1. BÖLÜM

50 4 0
                                    

Hm direk konuya gireceğim. Acaba sizin de hiç sonda hissettiğiniz anlar oldu mu? Kesinlikle olduğunu düşünüyorum. Her şeyin sona erdiği ve ilerisinin sizin için kaybolan saydam bir karanlık kaldığı düşüncesi. Canınızı yakmıştır büyük ihtimalle. Küçükte olsa büyükte sonuçta sizindi ve yakıcıydı.

İnsanları her zaman farklı görmüşümdür. Hep arkadan izlemişimdir. Onları izlerken çoğu zaman ben yoruldum onların yerine.' Nasıl bu kadar düşüncesiz varlıklarız biz?' sorusu her zaman güncel bir soruydu benim için. Düşünebiliyorduk ama aynı zamanda çokça da kırabiliyorduk bir birimizi. Sahi nasıl bir düşünme biçimiydi bu?

Anladım ki farklılıklarımızı da biz belirliyoruz. Biz seçiyoruz bazı şeyleri ama her şeyi değil. Yaşayacaklarımızı biz seçemiyoruz mesela sadece o anı nasıl yaşayacağımızı seçiyoruz. Başka bir örneği ise şuandan vereyim size. Mesela ben şuan bu olayı yaşamak istemiyorum ama nasıl yaşayacağıma ben karar veriyorum. Dökmeli miyim her şeyi? Yıkmalı mıyım ortalığı? Bağırıp çağırmalı mıyım insanlara? Kızmalı mıyım hayata? Hayır. Ben şuan sadece burukça gülümseyip susuyorum. Benim için ne dökmek ne yıkmak ne bağırmak ne de kızmak bir işe yaramıyor.

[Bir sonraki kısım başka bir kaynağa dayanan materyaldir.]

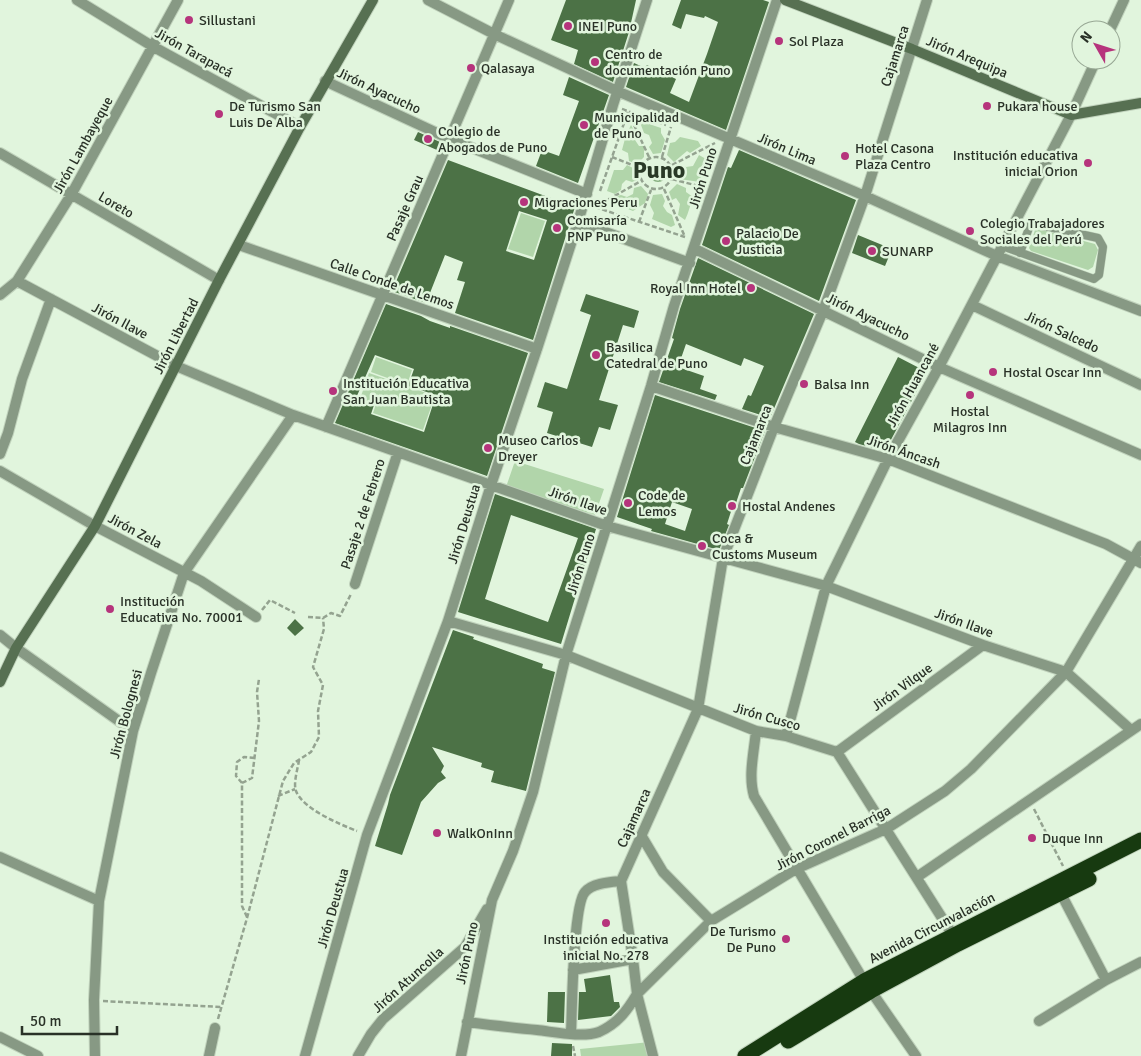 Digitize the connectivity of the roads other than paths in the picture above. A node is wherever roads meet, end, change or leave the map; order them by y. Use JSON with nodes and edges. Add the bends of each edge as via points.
{"nodes":[{"id":1,"x":76,"y":0,"type":"edge"},
{"id":2,"x":178,"y":0,"type":"edge"},
{"id":3,"x":373,"y":0,"type":"edge"},
{"id":4,"x":428,"y":0,"type":"edge"},
{"id":5,"x":509,"y":0,"type":"edge"},
{"id":6,"x":647,"y":0,"type":"edge"},
{"id":7,"x":777,"y":0,"type":"edge"},
{"id":8,"x":785,"y":0,"type":"edge"},
{"id":9,"x":927,"y":0,"type":"edge"},
{"id":10,"x":1124,"y":0,"type":"edge"},
{"id":11,"x":1115,"y":20,"type":"edge"},
{"id":12,"x":494,"y":34,"type":"junction"},
{"id":13,"x":152,"y":46,"type":"junction"},
{"id":14,"x":912,"y":49,"type":"junction"},
{"id":15,"x":1091,"y":70,"type":"edge"},
{"id":16,"x":325,"y":81,"type":"junction"},
{"id":17,"x":618,"y":91,"type":"junction"},
{"id":18,"x":1141,"y":103,"type":"edge"},
{"id":19,"x":1071,"y":115,"type":"junction"},
{"id":20,"x":300,"y":127,"type":"junction"},
{"id":21,"x":450,"y":139,"type":"junction"},
{"id":22,"x":729,"y":140,"type":"junction"},
{"id":23,"x":0,"y":153,"type":"edge"},
{"id":24,"x":587,"y":194,"type":"junction"},
{"id":25,"x":72,"y":195,"type":"junction"},
{"id":26,"x":865,"y":196,"type":"junction"},
{"id":27,"x":578,"y":222,"type":"junction"},
{"id":28,"x":238,"y":245,"type":"junction"},
{"id":29,"x":695,"y":249,"type":"junction"},
{"id":30,"x":1000,"y":251,"type":"junction"},
{"id":31,"x":1020,"y":253,"type":"junction"},
{"id":32,"x":690,"y":264,"type":"junction"},
{"id":33,"x":219,"y":280,"type":"junction"},
{"id":34,"x":17,"y":281,"type":"junction"},
{"id":35,"x":0,"y":295,"type":"edge"},
{"id":36,"x":382,"y":295,"type":"junction"},
{"id":37,"x":51,"y":299,"type":"junction"},
{"id":38,"x":972,"y":305,"type":"junction"},
{"id":39,"x":1141,"y":310,"type":"edge"},
{"id":40,"x":824,"y":311,"type":"junction"},
{"id":41,"x":537,"y":350,"type":"junction"},
{"id":42,"x":176,"y":366,"type":"junction"},
{"id":43,"x":939,"y":367,"type":"junction"},
{"id":44,"x":1141,"y":385,"type":"edge"},
{"id":45,"x":652,"y":386,"type":"junction"},
{"id":46,"x":293,"y":416,"type":"junction"},
{"id":47,"x":326,"y":427,"type":"junction"},
{"id":48,"x":774,"y":427,"type":"junction"},
{"id":49,"x":398,"y":452,"type":"junction"},
{"id":50,"x":0,"y":454,"type":"edge"},
{"id":51,"x":1141,"y":455,"type":"edge"},
{"id":52,"x":888,"y":459,"type":"junction"},
{"id":53,"x":0,"y":471,"type":"edge"},
{"id":54,"x":491,"y":485,"type":"junction"},
{"id":55,"x":95,"y":526,"type":"junction"},
{"id":56,"x":607,"y":526,"type":"junction"},
{"id":57,"x":1141,"y":546,"type":"edge"},
{"id":58,"x":723,"y":558,"type":"junction"},
{"id":59,"x":1138,"y":561,"type":"edge"},
{"id":60,"x":184,"y":573,"type":"junction"},
{"id":61,"x":355,"y":584,"type":"road end"},
{"id":62,"x":826,"y":586,"type":"junction"},
{"id":63,"x":256,"y":617,"type":"road end"},
{"id":64,"x":448,"y":620,"type":"junction"},
{"id":65,"x":0,"y":635,"type":"edge"},
{"id":66,"x":984,"y":645,"type":"junction"},
{"id":67,"x":16,"y":648,"type":"junction"},
{"id":68,"x":566,"y":655,"type":"junction"},
{"id":69,"x":1066,"y":672,"type":"junction"},
{"id":70,"x":0,"y":682,"type":"edge"},
{"id":71,"x":698,"y":709,"type":"junction"},
{"id":72,"x":1141,"y":724,"type":"edge"},
{"id":73,"x":1131,"y":730,"type":"junction"},
{"id":74,"x":133,"y":731,"type":"junction"},
{"id":75,"x":756,"y":731,"type":"junction"},
{"id":76,"x":786,"y":736,"type":"junction"},
{"id":77,"x":837,"y":752,"type":"junction"},
{"id":78,"x":886,"y":829,"type":"junction"},
{"id":79,"x":641,"y":835,"type":"junction"},
{"id":80,"x":1141,"y":840,"type":"edge"},
{"id":81,"x":1141,"y":851,"type":"edge"},
{"id":82,"x":0,"y":857,"type":"edge"},
{"id":83,"x":796,"y":869,"type":"junction"},
{"id":84,"x":917,"y":877,"type":"junction"},
{"id":85,"x":621,"y":881,"type":"junction"},
{"id":86,"x":1062,"y":885,"type":"junction"},
{"id":87,"x":492,"y":900,"type":"junction"},
{"id":88,"x":99,"y":901,"type":"junction"},
{"id":89,"x":711,"y":921,"type":"junction"},
{"id":90,"x":956,"y":940,"type":"junction"},
{"id":91,"x":633,"y":959,"type":"junction"},
{"id":92,"x":1141,"y":962,"type":"edge"},
{"id":93,"x":573,"y":970,"type":"junction"},
{"id":94,"x":1106,"y":980,"type":"junction"},
{"id":95,"x":868,"y":986,"type":"junction"},
{"id":96,"x":637,"y":994,"type":"junction"},
{"id":97,"x":1039,"y":1021,"type":"dead end"},
{"id":98,"x":467,"y":1022,"type":"junction"},
{"id":99,"x":215,"y":1028,"type":"road end"},
{"id":100,"x":571,"y":1034,"type":"junction"},
{"id":101,"x":0,"y":1038,"type":"edge"},
{"id":102,"x":757,"y":1054,"type":"edge"},
{"id":103,"x":38,"y":1056,"type":"edge"},
{"id":104,"x":95,"y":1056,"type":"edge"},
{"id":105,"x":209,"y":1056,"type":"edge"},
{"id":106,"x":305,"y":1056,"type":"edge"},
{"id":107,"x":358,"y":1056,"type":"edge"},
{"id":108,"x":461,"y":1056,"type":"edge"},
{"id":109,"x":653,"y":1056,"type":"edge"},
{"id":110,"x":916,"y":1056,"type":"edge"}],
"edges":[{"from":1,"to":13,"type":"street","name":"Jirón Tarapacá"},
{"from":2,"to":13,"type":"street","name":"Jirón Lambayeque"},
{"from":3,"to":16,"type":"street","name":"Jirón Libertad"},
{"from":4,"to":12,"type":"street","name":"Jirón Lima"},
{"from":5,"to":12,"type":"street","name":"Pasaje Grau"},
{"from":6,"to":17,"type":"street","name":"Jirón Deustua"},
{"from":7,"to":22,"type":"street","name":"Jirón Puno"},
{"from":8,"to":14,"type":"street","name":"Jirón Arequipa"},
{"from":9,"to":14,"type":"street","name":"Cajamarca"},
{"from":10,"to":11,"type":"street"},
{"from":12,"to":17,"type":"street","name":"Jirón Lima"},
{"from":12,"to":21,"type":"street","name":"Pasaje Grau"},
{"from":13,"to":20,"type":"street","name":"Jirón Tarapacá"},
{"from":13,"to":25,"type":"street","name":"Jirón Lambayeque"},
{"from":14,"to":19,"type":"street","name":"Jirón Arequipa"},
{"from":14,"to":26,"type":"street","name":"Cajamarca"},
{"from":15,"to":19,"type":"street","name":"Jirón Huancané"},
{"from":16,"to":20,"type":"street","name":"Jirón Libertad"},
{"from":16,"to":21,"type":"street","name":"Jirón Ayacucho"},
{"from":17,"to":22,"type":"street","name":"Jirón Lima"},
{"from":17,"to":24,"type":"street","name":"Jirón Deustua"},
{"from":18,"to":19,"type":"street"},
{"from":19,"to":30,"type":"street","name":"Jirón Huancané"},
{"from":20,"to":28,"type":"street","name":"Jirón Libertad"},
{"from":21,"to":24,"type":"street","name":"Jirón Ayacucho"},
{"from":21,"to":36,"type":"street","name":"Pasaje Grau"},
{"from":22,"to":26,"type":"street","name":"Jirón Lima"},
{"from":22,"to":29,"type":"street","name":"Jirón Puno"},
{"from":23,"to":25,"type":"street","name":"Loreto"},
{"from":24,"to":27,"type":"street","name":"Jirón Deustua"},
{"from":25,"to":33,"type":"street","name":"Loreto"},
{"from":25,"to":34,"type":"street","name":"Jirón Lambayeque"},
{"from":26,"to":30,"type":"street","name":"Jirón Lima"},
{"from":26,"to":40,"type":"street","name":"Cajamarca"},
{"from":27,"to":32,"type":"street"},
{"from":27,"to":41,"type":"street","name":"Jirón Deustua"},
{"from":28,"to":33,"type":"street","name":"Jirón Libertad"},
{"from":28,"to":36,"type":"street","name":"Calle Conde de Lemos"},
{"from":29,"to":32,"type":"street","name":"Jirón Puno"},
{"from":29,"to":40,"type":"street","name":"Jirón Ayacucho"},
{"from":30,"to":31,"type":"lane"},
{"from":30,"to":38,"type":"street","name":"Jirón Huancané"},
{"from":30,"to":39,"type":"street","name":"Jirón Lima"},
{"from":31,"to":31,"type":"lane","via":[[1094,279],[1099,275],[1103,247],[1098,238],[1035,224],[1030,225]]},
{"from":32,"to":45,"type":"street","name":"Jirón Puno","via":[[674,306]]},
{"from":33,"to":42,"type":"street","name":"Jirón Libertad"},
{"from":34,"to":35,"type":"street","name":"Jirón Lambayeque"},
{"from":34,"to":37,"type":"street","name":"Jirón Ilave"},
{"from":36,"to":41,"type":"street","name":"Calle Conde de Lemos"},
{"from":36,"to":47,"type":"street","name":"Pasaje Grau"},
{"from":37,"to":42,"type":"street","name":"Jirón Ilave"},
{"from":37,"to":50,"type":"street","via":[[22,379]]},
{"from":38,"to":43,"type":"street","name":"Jirón Huancané"},
{"from":38,"to":44,"type":"street","name":"Jirón Salcedo"},
{"from":40,"to":43,"type":"street","name":"Jirón Ayacucho"},
{"from":40,"to":48,"type":"street","name":"Cajamarca"},
{"from":41,"to":54,"type":"street","name":"Jirón Deustua"},
{"from":42,"to":46,"type":"street","name":"Jirón Ilave"},
{"from":42,"to":55,"type":"street","name":"Jirón Libertad"},
{"from":43,"to":51,"type":"street","name":"Jirón Ayacucho"},
{"from":43,"to":52,"type":"street","name":"Jirón Huancané"},
{"from":45,"to":48,"type":"street","name":"Jirón Áncash"},
{"from":45,"to":56,"type":"street","name":"Jirón Puno"},
{"from":46,"to":47,"type":"street","name":"Jirón Ilave"},
{"from":46,"to":60,"type":"street","name":"Jirón Bolognesi"},
{"from":47,"to":49,"type":"street","name":"Jirón Ilave"},
{"from":48,"to":52,"type":"street","name":"Jirón Áncash"},
{"from":48,"to":58,"type":"street","name":"Cajamarca"},
{"from":49,"to":54,"type":"street","name":"Jirón Ilave"},
{"from":49,"to":61,"type":"street","name":"Pasaje 2 de Febrero"},
{"from":52,"to":59,"type":"street","name":"Jirón Áncash","via":[[1106,544]]},
{"from":52,"to":62,"type":"street","name":"Jirón Huancané"},
{"from":53,"to":55,"type":"street","name":"Jirón Zela"},
{"from":54,"to":56,"type":"street","name":"Jirón Ilave"},
{"from":54,"to":64,"type":"street","name":"Jirón Deustua"},
{"from":55,"to":60,"type":"street","name":"Jirón Zela"},
{"from":55,"to":67,"type":"street","name":"Jirón Libertad"},
{"from":56,"to":58,"type":"street","name":"Jirón Ilave"},
{"from":56,"to":68,"type":"street","name":"Jirón Puno"},
{"from":57,"to":59,"type":"street","name":"Jirón Coronel Barriga"},
{"from":58,"to":62,"type":"street","name":"Jirón Ilave"},
{"from":58,"to":71,"type":"street","name":"Cajamarca"},
{"from":59,"to":69,"type":"street","name":"Jirón Coronel Barriga"},
{"from":60,"to":63,"type":"street","name":"Jirón Zela"},
{"from":60,"to":74,"type":"street","name":"Jirón Bolognesi"},
{"from":62,"to":66,"type":"street","name":"Jirón Ilave"},
{"from":62,"to":76,"type":"street","name":"Jirón Huancané"},
{"from":64,"to":68,"type":"street","name":"Jirón Cusco"},
{"from":64,"to":106,"type":"street","name":"Jirón Deustua","via":[[367,835]]},
{"from":65,"to":67,"type":"street"},
{"from":66,"to":69,"type":"street","name":"Jirón Ilave"},
{"from":66,"to":77,"type":"street","name":"Jirón Vilque"},
{"from":67,"to":70,"type":"street","name":"Jirón Libertad"},
{"from":67,"to":74,"type":"street"},
{"from":68,"to":71,"type":"street","name":"Jirón Cusco"},
{"from":68,"to":87,"type":"street","name":"Jirón Puno","via":[[533,792]]},
{"from":69,"to":73,"type":"street","name":"Jirón Ilave"},
{"from":69,"to":78,"type":"street","name":"Jirón Coronel Barriga","via":[[971,769],[945,791]]},
{"from":71,"to":75,"type":"street","name":"Jirón Cusco"},
{"from":71,"to":79,"type":"street","name":"Cajamarca"},
{"from":72,"to":73,"type":"street"},
{"from":73,"to":84,"type":"street"},
{"from":74,"to":88,"type":"street","name":"Jirón Bolognesi"},
{"from":75,"to":76,"type":"street","name":"Jirón Cusco"},
{"from":75,"to":83,"type":"street","via":[[754,796]]},
{"from":76,"to":77,"type":"street","name":"Jirón Cusco"},
{"from":77,"to":78,"type":"street"},
{"from":78,"to":83,"type":"street","name":"Jirón Coronel Barriga"},
{"from":78,"to":84,"type":"street"},
{"from":79,"to":85,"type":"street","name":"Cajamarca"},
{"from":79,"to":89,"type":"street","via":[[663,872]]},
{"from":80,"to":86,"type":"highway","name":"Avenida Circunvalación"},
{"from":81,"to":86,"type":"highway","name":"Avenida Circunvalación"},
{"from":82,"to":88,"type":"street"},
{"from":83,"to":89,"type":"street","name":"Jirón Coronel Barriga"},
{"from":83,"to":95,"type":"street"},
{"from":84,"to":90,"type":"street"},
{"from":85,"to":91,"type":"street"},
{"from":85,"to":93,"type":"street","via":[[592,886],[582,895]]},
{"from":86,"to":90,"type":"highway","name":"Avenida Circunvalación"},
{"from":86,"to":94,"type":"street"},
{"from":87,"to":98,"type":"street","name":"Jirón Puno"},
{"from":87,"to":107,"type":"street","name":"Jirón Atuncolla","via":[[464,947],[383,1019]]},
{"from":88,"to":104,"type":"street","name":"Jirón Bolognesi"},
{"from":89,"to":96,"type":"street","name":"Jirón Coronel Barriga"},
{"from":90,"to":95,"type":"highway","name":"Avenida Circunvalación"},
{"from":91,"to":93,"type":"street"},
{"from":91,"to":96,"type":"street"},
{"from":92,"to":94,"type":"street"},
{"from":93,"to":100,"type":"street"},
{"from":94,"to":97,"type":"street"},
{"from":95,"to":102,"type":"highway","name":"Avenida Circunvalación"},
{"from":95,"to":110,"type":"street"},
{"from":96,"to":100,"type":"street","name":"Jirón Coronel Barriga","via":[[620,1019],[610,1026],[596,1032]]},
{"from":96,"to":109,"type":"street"},
{"from":98,"to":100,"type":"street","name":"Jirón Coronel Barriga"},
{"from":98,"to":108,"type":"street","name":"Jirón Puno"},
{"from":99,"to":105,"type":"street"},
{"from":101,"to":103,"type":"street"}]}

Daha önce hiç birini gerçekten kırmak için uğraşmadım. Daha önce hiç birinin kötülüğünü düşünmedim. Daha önce hiç birini bilerek üzmedim. Ama sonuca bakın ki daha önce hep kırıldım. Daha önce hep kötü düşünüldüm. Daha önce hep üzüldüm.

Bana sende kır sende üz diyorlar. Kolay mı o kadar insanlar için birini kırmak üzmek? Şimdi tekrar aynı soruyu soruyorum. Biz cidden bu kadar mı düşüncesiz insanlarız?

Vay be diyorum içimden. Herkes cidden kendini düşünüyor. Peki ben neden kendimi düşünemiyorum hiç? Neden?

Mutlu gözükmek kaç dakika mutsuz hissetmek kaç yıl? Neden mutluluğu bu kadar kolay yaşarken mutsuzluğu bu kadar zor yaşıyoruz? Neden mutluluk kısa süreli mutsuzluk uzun? Neden mutluluk kolay unutulurken mutsuzluk bu kadar zor unutuluyor?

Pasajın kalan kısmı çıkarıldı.